Law of large numbers for a Subordinator.

Question

Let $\left( X_{t}\right) _{t\geq0}$ be a subordinator with the Laplace exponent given by

$$ \Phi\left( \lambda\right) =d\lambda+\int_{0}^{\infty}\left( 1-e^{-\lambda x}\right) \nu\left( dx\right) $$

Show that almost surely

$$ \lim_{t\rightarrow\infty}\frac{X_{t}}{t}=d+\int_{0}^{\infty}x\nu\left( dx\right) $$

I first use the Levy-Khintchine formula, where we have

$$ X_{t}=dt+Y_{t}% $$

and $\left\{ Y_{t}\right\} _{t\geq0}$ is a subordinator whose the Laplace exponent is given by

$$ \Phi^{\prime}\left( \lambda\right) =\int_{0}^{\infty}\left( 1-e^{-\lambda x}\right) \nu\left( dx\right) $$

Thus,

$$ \frac{X_{t}}{t}=d+\frac{Y_{t}}{t}% $$

Now, I think it suffices to show that almost surely $\lim_{t\rightarrow\infty }\frac{Y_{t}}{t}=\int_{0}^{\infty}x\nu\left( dx\right) .$

However, I don't know if I can do this and what should I do next.

Answer 1

This is a simple application of Law of large numbers.

Note that

$$E(Y_1) = \int^\infty_0 x\nu(\text{d}x)$$

Assume that $E(Y_1)<\infty$. Let $n$ be the largest integer smaller than $t$, then

$$\frac{Y_t}{t}=\frac{Y_1+(Y_2-Y_1)+...+(Y_n-Y_{n-1})}{n}\frac{n}{t}+\frac{Y_t-Y_n}{t}$$

By the strong law of large numbers, the first part of the sum converges to $E(Y_1)$. Note that $\frac{Y_t-Y_n}{t}$ is a convering almost surely to $0$.

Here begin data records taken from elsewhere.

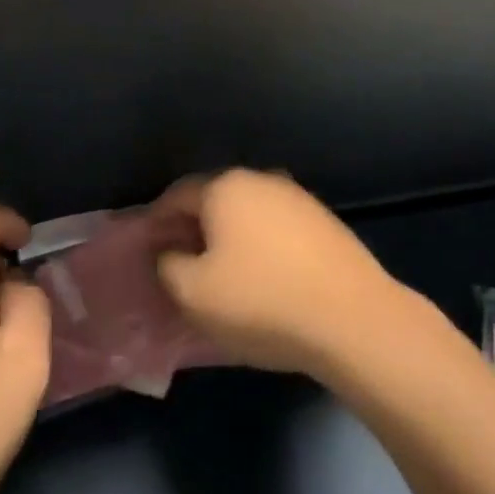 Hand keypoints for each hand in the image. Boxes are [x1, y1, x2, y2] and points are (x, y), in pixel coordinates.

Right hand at [150, 170, 410, 381]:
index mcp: (226, 187)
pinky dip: (258, 244)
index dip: (156, 222)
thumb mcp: (194, 294)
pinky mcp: (322, 220)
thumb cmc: (261, 300)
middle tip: (176, 264)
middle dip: (192, 227)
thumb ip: (169, 267)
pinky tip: (259, 275)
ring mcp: (297, 197)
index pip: (178, 195)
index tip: (145, 249)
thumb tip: (170, 252)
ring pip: (247, 212)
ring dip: (227, 236)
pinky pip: (274, 227)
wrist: (349, 314)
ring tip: (217, 273)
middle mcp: (262, 179)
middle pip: (214, 199) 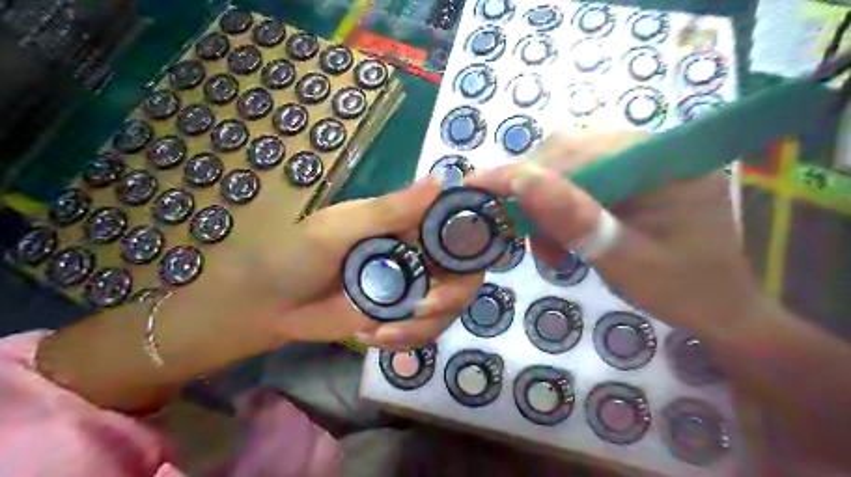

For $E(Y_1)=\infty$, then obverse that $Y$ admits the following decomposition

$$Y=Y_1+Y_2$$

where the Laplace exponent of $Y_1$ and $Y_2$ are given by

$$\int_{(0,1]}(1-e^{\lambda x})\nu(dx)$$

and

$$\int_{(1,\infty)}(1-e^{\lambda x})\nu(dx)$$

repsectively. note that $Y_2$ is a compound Poisson process with intensity $\lambda = \nu((1,\infty))$. Notice that $EY_1$ is finite, so

$$\frac{Y_t}{t}= \frac{Y^1_t}{t}+\frac{Y_t^2}{t}$$.

Note that $Y_t^1/t$ is convering to $\int_{(0,1]}x\nu(dx)$ by the previous argument.

$$Y_t^2=\frac{N_t}{t}\frac{\sum_{i=1}^{N_t}\zeta_i}{N_t}$$

Well, $N_t/t\rightarrow\nu((1,\infty))$, but $\frac{\sum_{i=1}^{N_t}\zeta_i}{N_t}$ is going to infinity by SLLN because the expection of $\zeta_i$

$$\frac{1}{\nu (1,\infty)}\int_{(1,\infty)}x\nu(dx)=\infty$$